No, these supposedly cruel conquerors never actually invaded that village. Instead, they expressed a fervent desire to pay the natives for the dried corn they found, if only they could find someone to pay. But the former inhabitants had perished during three years of plague—probably smallpox—that immediately preceded the Pilgrims’ arrival.

One of the few survivors of that devastation turned up several months later to welcome the English newcomers. Against all odds, he proved to be the single human being on the continent best-suited to help the struggling settlers, since he spoke English and had already embraced Christianity.

His name was Squanto, and he had grown up in this very village before a ruthless sea captain kidnapped him as a boy and sold him into slavery in Spain. After four years, he was freed by kindly monks, then made his way to England, and finally sailed across the Atlantic — only to find his friends and family all wiped out by disease.

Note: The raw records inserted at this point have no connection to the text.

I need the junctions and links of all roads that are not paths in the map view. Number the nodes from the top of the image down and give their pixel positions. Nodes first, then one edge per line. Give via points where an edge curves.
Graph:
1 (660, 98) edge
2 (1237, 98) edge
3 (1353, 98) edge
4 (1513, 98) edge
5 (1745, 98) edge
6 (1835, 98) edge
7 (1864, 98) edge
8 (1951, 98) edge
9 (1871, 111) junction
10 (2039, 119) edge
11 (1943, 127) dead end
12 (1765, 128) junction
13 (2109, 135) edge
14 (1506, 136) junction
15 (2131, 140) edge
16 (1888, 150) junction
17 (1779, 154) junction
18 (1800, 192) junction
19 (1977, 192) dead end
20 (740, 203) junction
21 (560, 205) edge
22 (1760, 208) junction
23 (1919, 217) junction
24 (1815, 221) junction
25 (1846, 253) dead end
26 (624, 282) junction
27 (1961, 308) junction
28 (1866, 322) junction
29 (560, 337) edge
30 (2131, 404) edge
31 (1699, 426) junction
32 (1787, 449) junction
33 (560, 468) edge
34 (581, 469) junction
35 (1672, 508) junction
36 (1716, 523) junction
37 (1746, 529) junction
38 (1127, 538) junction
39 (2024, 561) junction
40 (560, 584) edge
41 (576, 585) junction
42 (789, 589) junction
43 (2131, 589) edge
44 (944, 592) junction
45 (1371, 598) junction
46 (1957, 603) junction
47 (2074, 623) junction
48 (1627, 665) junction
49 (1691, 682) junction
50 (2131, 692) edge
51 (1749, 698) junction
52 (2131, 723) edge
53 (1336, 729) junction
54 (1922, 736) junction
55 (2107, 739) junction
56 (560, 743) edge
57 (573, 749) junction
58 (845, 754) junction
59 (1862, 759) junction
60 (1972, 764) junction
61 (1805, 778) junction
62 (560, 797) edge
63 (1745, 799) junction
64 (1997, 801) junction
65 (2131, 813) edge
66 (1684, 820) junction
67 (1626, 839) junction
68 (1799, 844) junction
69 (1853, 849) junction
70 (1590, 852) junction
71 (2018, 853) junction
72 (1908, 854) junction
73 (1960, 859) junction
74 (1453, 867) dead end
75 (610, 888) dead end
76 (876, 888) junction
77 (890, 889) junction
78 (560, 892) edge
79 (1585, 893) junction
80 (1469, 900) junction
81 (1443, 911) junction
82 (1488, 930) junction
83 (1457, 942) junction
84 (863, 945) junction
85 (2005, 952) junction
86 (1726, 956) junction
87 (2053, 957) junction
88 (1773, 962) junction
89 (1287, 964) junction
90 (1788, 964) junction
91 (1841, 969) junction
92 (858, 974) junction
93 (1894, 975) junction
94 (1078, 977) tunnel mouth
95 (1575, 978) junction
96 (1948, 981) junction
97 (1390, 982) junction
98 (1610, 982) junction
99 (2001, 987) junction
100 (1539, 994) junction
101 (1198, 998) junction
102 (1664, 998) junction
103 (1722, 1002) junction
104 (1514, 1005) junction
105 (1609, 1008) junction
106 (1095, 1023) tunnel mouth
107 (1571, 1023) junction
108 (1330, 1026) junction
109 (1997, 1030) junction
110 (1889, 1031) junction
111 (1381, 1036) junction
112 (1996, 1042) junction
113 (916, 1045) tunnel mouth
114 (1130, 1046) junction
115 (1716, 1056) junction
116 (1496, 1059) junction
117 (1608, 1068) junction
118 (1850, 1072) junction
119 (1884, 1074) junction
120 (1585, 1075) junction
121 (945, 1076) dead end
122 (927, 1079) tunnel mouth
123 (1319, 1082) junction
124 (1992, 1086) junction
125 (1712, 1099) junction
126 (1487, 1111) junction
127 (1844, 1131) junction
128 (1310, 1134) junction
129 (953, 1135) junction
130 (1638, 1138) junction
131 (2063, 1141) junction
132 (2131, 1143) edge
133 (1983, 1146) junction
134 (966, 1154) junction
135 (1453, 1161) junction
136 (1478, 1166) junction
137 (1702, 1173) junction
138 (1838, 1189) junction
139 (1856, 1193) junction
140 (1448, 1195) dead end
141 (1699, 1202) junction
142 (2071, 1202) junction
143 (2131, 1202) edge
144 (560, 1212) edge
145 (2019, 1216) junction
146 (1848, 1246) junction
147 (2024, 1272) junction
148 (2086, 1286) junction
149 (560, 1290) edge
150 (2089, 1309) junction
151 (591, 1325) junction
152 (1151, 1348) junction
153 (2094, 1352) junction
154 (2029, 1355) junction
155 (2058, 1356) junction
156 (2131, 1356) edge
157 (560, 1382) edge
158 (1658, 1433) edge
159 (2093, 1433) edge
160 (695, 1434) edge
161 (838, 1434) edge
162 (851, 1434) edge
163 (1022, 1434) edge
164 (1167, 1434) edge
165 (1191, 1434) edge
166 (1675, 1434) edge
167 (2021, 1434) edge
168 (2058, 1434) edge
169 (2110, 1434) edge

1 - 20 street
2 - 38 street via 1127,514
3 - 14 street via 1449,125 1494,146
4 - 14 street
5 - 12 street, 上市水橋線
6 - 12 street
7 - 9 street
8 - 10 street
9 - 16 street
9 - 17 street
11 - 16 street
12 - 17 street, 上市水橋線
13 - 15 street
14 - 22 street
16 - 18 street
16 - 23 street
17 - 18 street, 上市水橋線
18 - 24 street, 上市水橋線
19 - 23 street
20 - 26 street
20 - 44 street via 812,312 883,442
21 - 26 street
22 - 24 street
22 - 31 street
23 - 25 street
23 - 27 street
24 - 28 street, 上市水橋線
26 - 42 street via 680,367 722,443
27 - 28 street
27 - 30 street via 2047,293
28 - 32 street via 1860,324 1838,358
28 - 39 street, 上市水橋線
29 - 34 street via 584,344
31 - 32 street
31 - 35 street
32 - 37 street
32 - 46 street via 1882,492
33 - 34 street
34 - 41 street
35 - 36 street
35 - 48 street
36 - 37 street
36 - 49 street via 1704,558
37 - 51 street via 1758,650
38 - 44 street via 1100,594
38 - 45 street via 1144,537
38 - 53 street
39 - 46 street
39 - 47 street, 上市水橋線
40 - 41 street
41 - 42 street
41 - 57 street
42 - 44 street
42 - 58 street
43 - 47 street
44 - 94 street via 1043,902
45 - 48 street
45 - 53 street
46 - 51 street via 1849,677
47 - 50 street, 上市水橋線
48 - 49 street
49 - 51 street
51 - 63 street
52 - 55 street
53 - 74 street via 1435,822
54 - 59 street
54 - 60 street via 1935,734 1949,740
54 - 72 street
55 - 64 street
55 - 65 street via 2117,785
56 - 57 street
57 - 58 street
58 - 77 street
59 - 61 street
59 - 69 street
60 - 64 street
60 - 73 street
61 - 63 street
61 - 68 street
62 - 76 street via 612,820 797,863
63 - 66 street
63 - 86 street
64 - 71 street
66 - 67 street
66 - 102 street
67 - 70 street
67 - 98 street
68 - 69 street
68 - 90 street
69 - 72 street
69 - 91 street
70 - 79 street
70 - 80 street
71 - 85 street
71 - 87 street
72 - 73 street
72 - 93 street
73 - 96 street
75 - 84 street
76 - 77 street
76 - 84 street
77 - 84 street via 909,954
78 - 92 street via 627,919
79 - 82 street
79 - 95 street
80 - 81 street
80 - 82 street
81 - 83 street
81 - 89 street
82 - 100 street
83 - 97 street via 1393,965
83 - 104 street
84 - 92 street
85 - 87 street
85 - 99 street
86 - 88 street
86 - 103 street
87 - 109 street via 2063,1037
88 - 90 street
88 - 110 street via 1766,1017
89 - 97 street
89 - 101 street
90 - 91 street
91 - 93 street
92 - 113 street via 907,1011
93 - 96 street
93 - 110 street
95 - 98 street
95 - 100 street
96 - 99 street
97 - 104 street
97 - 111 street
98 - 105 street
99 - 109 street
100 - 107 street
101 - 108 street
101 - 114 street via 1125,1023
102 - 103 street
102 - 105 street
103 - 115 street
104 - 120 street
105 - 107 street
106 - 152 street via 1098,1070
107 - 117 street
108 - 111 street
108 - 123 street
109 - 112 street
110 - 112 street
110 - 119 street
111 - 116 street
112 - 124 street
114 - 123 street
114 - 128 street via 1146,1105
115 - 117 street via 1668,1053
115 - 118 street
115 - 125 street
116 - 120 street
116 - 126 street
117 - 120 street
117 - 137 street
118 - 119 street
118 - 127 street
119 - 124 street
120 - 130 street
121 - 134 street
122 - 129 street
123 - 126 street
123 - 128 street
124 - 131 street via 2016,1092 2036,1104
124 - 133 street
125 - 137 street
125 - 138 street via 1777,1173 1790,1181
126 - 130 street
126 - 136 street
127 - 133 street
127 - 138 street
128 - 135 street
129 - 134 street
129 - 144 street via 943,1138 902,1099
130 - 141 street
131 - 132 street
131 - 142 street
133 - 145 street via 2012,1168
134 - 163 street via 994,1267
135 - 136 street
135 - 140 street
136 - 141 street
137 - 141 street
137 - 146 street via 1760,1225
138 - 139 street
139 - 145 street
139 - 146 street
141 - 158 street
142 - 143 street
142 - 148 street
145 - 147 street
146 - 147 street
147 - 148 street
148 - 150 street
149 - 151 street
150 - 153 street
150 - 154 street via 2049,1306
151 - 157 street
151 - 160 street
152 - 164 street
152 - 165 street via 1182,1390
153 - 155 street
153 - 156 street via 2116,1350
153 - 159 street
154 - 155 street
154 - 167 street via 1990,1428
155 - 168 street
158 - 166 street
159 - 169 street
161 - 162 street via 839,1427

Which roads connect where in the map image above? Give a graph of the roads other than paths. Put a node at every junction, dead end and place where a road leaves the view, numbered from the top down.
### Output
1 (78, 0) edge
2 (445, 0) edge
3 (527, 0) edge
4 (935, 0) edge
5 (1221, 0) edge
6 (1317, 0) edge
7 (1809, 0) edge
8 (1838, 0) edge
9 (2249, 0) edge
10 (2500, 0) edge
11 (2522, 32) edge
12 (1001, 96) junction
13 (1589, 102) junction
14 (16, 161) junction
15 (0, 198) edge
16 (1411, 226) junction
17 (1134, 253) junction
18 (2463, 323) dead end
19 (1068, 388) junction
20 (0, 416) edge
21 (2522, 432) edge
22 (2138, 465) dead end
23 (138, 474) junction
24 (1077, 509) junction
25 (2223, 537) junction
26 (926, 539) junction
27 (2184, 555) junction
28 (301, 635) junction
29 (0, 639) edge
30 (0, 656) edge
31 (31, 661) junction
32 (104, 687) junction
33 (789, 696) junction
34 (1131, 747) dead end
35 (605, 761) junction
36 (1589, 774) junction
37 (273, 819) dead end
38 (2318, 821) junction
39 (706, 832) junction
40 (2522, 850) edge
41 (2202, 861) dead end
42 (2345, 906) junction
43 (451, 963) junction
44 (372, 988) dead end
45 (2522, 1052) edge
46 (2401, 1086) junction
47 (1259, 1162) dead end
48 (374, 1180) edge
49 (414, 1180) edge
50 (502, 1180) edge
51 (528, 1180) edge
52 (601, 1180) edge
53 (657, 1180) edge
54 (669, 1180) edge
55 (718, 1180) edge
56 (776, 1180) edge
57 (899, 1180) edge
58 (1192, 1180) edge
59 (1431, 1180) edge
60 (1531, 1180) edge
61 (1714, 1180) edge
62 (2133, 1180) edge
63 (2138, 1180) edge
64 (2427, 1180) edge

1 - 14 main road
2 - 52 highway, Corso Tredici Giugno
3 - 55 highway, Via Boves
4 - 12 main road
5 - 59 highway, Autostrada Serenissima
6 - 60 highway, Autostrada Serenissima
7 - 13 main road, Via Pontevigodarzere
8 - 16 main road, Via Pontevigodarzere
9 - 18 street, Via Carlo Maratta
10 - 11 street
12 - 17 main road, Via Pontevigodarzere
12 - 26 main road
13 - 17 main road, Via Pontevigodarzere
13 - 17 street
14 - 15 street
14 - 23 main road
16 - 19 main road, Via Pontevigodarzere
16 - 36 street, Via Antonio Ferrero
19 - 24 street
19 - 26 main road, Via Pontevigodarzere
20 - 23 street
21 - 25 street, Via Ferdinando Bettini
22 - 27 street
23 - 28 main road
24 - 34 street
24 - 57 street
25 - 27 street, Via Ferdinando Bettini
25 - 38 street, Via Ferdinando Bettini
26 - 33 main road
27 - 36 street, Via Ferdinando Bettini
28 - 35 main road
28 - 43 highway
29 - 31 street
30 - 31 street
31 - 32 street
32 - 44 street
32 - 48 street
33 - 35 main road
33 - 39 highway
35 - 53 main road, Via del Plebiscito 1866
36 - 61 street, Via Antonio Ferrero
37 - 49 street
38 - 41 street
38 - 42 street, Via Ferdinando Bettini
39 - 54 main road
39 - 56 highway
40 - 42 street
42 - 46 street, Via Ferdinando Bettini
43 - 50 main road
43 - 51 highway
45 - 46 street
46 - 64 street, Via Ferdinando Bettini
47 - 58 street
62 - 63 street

Over the next few months, Squanto helped the English newcomers plant crops and negotiate a friendly trade agreement with the region’s most important chief — Massasoit.

No wonder Pilgrim leader William Bradford called Squanto “a special instrument sent of God for their good.”

The celebration later known as “The First Thanksgiving,” actually involved a three-day harvest festival in October, apparently inspired by the Biblical holiday of Sukkot, or The Feast of Tabernacles. Ninety hungry Indian warriors joined the 53 surviving Pilgrims for this occasion (nearly half the colonists had died during the brutal winter).

The Englishmen provided some vegetables, fish, and perhaps wild turkeys, while the natives brought five recently hunted deer as house gifts. The preferred sport on this occasion wasn’t football, but shooting, with settlers and Indians sharing a fierce fascination with guns.

Though these hardy Pilgrims loom large in the American imagination, they never built their Plymouth settlement into a major colony. In nearby Boston, the later colony of Massachusetts Bay grew so much faster that it swallowed up the great-grandchildren of the Pilgrims in 1691.

But the sense of purpose of the original Pilgrims left a permanent imprint on the national character. They maintained unshakable confidence that God protected them — not to grant special privileges, but to impose special responsibilities. They saw themselves as instruments, not authors, of a mysterious master plan.

Today, with our continued blessings so obvious and so overwhelming, the only reason to treat this beloved national holiday as “a time of mourning” is that some foolish Americans actually think that’s a good idea. The Pilgrims knew better: they understood that people of every culture and every era can gain more from gratitude than from guilt.

I’m Michael Medved for Prager University.